Jules Verne

Enfin, nos mains s'abaissèrent.

« Ma foi, je ne l'aurais jamais cru, dit Conseil.

-- Et moi, je ne le crois pas encore ! riposta le Canadien.

-- Quand nous reviendrons sur terre, ajouta Conseil, blasés sur tant de merveilles de la nature, que penserons-nous de ces misérables continents et des petits ouvrages sortis de la main des hommes ! Non ! le monde habité n'est plus digne de nous ! »

De telles paroles dans la bouche d'un impassible Flamand montrent à quel degré d'ébullition était monté notre enthousiasme. Mais le Canadien ne manqua pas d'y jeter sa goutte d'eau froide.

« Le monde habité ! dit-il en secouant la tête. Soyez tranquille, ami Conseil, nous n'y reviendrons pas ! »

Il était alors cinq heures du matin. En ce moment, un choc se produisit à l'avant du _Nautilus_. Je compris que son éperon venait de heurter un bloc de glace. Ce devait être une fausse manoeuvre, car ce tunnel sous-marin, obstrué de blocs, n'offrait pas une navigation facile. Je pensai donc que le capitaine Nemo, modifiant sa route, tournerait ces obstacles ou suivrait les sinuosités du tunnel. En tout cas, la marche en avant ne pouvait être absolument enrayée. Toutefois, contre mon attente, le _Nautilus_ prit un mouvement rétrograde très prononcé.

« Nous revenons en arrière ? dit Conseil.
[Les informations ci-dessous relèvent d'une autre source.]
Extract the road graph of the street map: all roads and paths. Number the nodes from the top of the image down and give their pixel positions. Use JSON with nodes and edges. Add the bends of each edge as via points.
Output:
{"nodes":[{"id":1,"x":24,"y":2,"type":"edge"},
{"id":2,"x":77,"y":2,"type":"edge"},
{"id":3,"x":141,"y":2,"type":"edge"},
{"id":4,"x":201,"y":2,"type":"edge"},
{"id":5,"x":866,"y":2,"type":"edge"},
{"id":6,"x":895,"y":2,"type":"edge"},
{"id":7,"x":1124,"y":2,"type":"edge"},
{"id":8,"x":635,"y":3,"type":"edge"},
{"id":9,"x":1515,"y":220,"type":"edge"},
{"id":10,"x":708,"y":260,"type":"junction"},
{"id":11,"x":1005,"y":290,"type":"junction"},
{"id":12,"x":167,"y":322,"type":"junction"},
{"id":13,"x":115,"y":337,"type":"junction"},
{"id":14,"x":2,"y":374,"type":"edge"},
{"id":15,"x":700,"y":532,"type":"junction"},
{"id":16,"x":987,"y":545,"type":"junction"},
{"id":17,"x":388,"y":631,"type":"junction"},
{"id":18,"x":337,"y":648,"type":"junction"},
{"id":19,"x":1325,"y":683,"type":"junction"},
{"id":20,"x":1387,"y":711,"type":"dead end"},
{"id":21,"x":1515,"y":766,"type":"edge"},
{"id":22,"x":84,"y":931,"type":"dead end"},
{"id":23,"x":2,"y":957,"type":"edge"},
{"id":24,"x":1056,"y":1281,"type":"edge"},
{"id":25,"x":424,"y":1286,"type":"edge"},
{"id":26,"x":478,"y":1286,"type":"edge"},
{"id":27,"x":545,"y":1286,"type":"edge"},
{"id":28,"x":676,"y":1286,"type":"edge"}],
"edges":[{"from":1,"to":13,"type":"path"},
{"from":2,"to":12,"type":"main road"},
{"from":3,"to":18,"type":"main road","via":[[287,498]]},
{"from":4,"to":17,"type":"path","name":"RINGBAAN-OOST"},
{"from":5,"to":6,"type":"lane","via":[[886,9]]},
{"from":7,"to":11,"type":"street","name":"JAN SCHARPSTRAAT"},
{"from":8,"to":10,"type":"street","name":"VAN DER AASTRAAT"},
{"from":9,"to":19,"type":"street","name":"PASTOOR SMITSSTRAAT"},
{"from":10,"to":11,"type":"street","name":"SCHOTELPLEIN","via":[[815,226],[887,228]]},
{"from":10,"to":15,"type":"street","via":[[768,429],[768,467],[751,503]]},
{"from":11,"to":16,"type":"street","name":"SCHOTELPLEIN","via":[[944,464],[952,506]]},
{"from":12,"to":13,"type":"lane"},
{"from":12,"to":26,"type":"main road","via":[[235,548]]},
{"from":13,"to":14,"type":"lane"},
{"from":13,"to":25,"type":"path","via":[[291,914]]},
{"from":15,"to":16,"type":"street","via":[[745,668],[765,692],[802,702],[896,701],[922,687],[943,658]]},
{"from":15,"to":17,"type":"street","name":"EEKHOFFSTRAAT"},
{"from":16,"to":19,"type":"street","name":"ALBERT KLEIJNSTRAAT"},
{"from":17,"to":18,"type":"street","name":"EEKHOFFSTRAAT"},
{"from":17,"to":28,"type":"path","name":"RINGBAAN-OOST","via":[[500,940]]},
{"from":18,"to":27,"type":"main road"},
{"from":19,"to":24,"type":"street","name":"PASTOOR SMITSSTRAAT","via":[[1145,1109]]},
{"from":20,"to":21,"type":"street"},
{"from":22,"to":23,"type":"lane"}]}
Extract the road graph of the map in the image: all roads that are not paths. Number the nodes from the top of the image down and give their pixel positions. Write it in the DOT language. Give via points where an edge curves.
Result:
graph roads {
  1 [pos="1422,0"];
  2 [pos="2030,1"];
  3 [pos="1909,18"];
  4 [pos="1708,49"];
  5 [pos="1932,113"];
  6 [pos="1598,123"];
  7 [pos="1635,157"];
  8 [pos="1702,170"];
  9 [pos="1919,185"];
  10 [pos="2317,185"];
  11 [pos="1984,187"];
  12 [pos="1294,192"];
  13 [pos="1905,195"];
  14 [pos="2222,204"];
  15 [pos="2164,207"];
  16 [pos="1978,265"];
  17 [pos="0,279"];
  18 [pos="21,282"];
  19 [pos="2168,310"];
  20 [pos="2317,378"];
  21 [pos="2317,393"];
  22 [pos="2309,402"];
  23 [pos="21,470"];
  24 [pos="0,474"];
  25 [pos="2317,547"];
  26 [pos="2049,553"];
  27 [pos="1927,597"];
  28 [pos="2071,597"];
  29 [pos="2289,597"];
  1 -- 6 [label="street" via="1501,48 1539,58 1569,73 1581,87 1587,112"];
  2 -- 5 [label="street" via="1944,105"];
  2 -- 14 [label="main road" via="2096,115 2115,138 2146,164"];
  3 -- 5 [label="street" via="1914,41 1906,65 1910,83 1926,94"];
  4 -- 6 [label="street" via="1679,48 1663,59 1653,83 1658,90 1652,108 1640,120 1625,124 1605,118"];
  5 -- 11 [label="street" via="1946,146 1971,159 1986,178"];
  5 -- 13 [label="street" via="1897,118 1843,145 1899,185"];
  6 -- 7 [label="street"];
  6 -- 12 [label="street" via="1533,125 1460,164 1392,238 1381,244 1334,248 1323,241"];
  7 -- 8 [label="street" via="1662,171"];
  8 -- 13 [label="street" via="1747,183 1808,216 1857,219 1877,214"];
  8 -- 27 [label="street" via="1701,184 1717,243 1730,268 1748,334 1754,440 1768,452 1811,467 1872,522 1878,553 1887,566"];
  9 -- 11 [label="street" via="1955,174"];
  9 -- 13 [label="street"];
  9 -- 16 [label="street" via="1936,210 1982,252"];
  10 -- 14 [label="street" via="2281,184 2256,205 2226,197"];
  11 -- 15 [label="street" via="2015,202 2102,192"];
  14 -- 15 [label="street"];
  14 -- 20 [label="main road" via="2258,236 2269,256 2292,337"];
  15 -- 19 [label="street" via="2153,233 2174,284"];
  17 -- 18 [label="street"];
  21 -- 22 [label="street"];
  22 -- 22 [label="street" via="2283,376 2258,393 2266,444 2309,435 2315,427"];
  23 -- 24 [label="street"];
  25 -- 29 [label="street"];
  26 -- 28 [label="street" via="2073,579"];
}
-- Oui, répondis-je. Il faut que, de ce côté, le tunnel soit sans issue.

-- Et alors ?...

-- Alors, dis-je, la manoeuvre est bien simple. Nous retournerons sur nos pas, et nous sortirons par l'orifice sud. Voilà tout. »

En parlant ainsi, je voulais paraître plus rassuré que je ne l'étais réellement. Cependant le mouvement rétrograde du _Nautilus_ s'accélérait, et marchant à contre hélice, il nous entraînait avec une grande rapidité.

« Ce sera un retard, dit Ned.

-- Qu'importe, quelques heures de plus ou de moins, pourvu qu'on sorte.

-- Oui, répéta Ned Land, pourvu qu'on sorte ! »

Je me promenai pendant quelques instants du salon à la bibliothèque. Mes compagnons assis, se taisaient. Je me jetai bientôt sur un divan, et je pris un livre que mes yeux parcoururent machinalement.

Un quart d'heure après, Conseil, s'étant approché de moi, me dit :

« Est-ce bien intéressant ce que lit monsieur ?

-- Très intéressant, répondis-je.

-- Je le crois. C'est le livre de monsieur que lit monsieur !

-- Mon livre ? »

En effet, je tenais à la main l'ouvrage des _Grands Fonds sous-marins_. Je ne m'en doutais même pas. Je fermai le livre et repris ma promenade. Ned et Conseil se levèrent pour se retirer.

« Restez, mes amis, dis-je en les retenant. Restons ensemble jusqu'au moment où nous serons sortis de cette impasse.

-- Comme il plaira à monsieur », répondit Conseil.

Quelques heures s'écoulèrent. J'observais souvent les instruments suspendus à la paroi du salon. Le manomètre indiquait que le _Nautilus_ se maintenait à une profondeur constante de trois cents mètres, la boussole. qu'il se dirigeait toujours au sud, le loch, qu'il marchait à une vitesse de vingt milles à l'heure, vitesse excessive dans un espace aussi resserré. Mais le capitaine Nemo savait qu'il ne pouvait trop se hâter, et qu'alors, les minutes valaient des siècles.

A huit heures vingt-cinq, un second choc eut lieu. A l'arrière, cette fois. Je pâlis. Mes compagnons s'étaient rapprochés de moi. J'avais saisi la main de Conseil. Nous nous interrogions du regard, et plus directement que si les mots eussent interprété notre pensée.

En ce moment, le capitaine entra dans le salon. J'allai à lui.

« La route est barrée au sud ? lui demandai-je.

-- Oui, monsieur. L'iceberg en se retournant a fermé toute issue.

-- Nous sommes bloqués ?

-- Oui. »

XVI

FAUTE D'AIR

Ainsi, autour du _Nautilus_, au-dessus, au-dessous, un impénétrable mur de glace. Nous étions prisonniers de la banquise ! Le Canadien avait frappé une table de son formidable poing. Conseil se taisait. Je regardai le capitaine. Sa figure avait repris son impassibilité habituelle.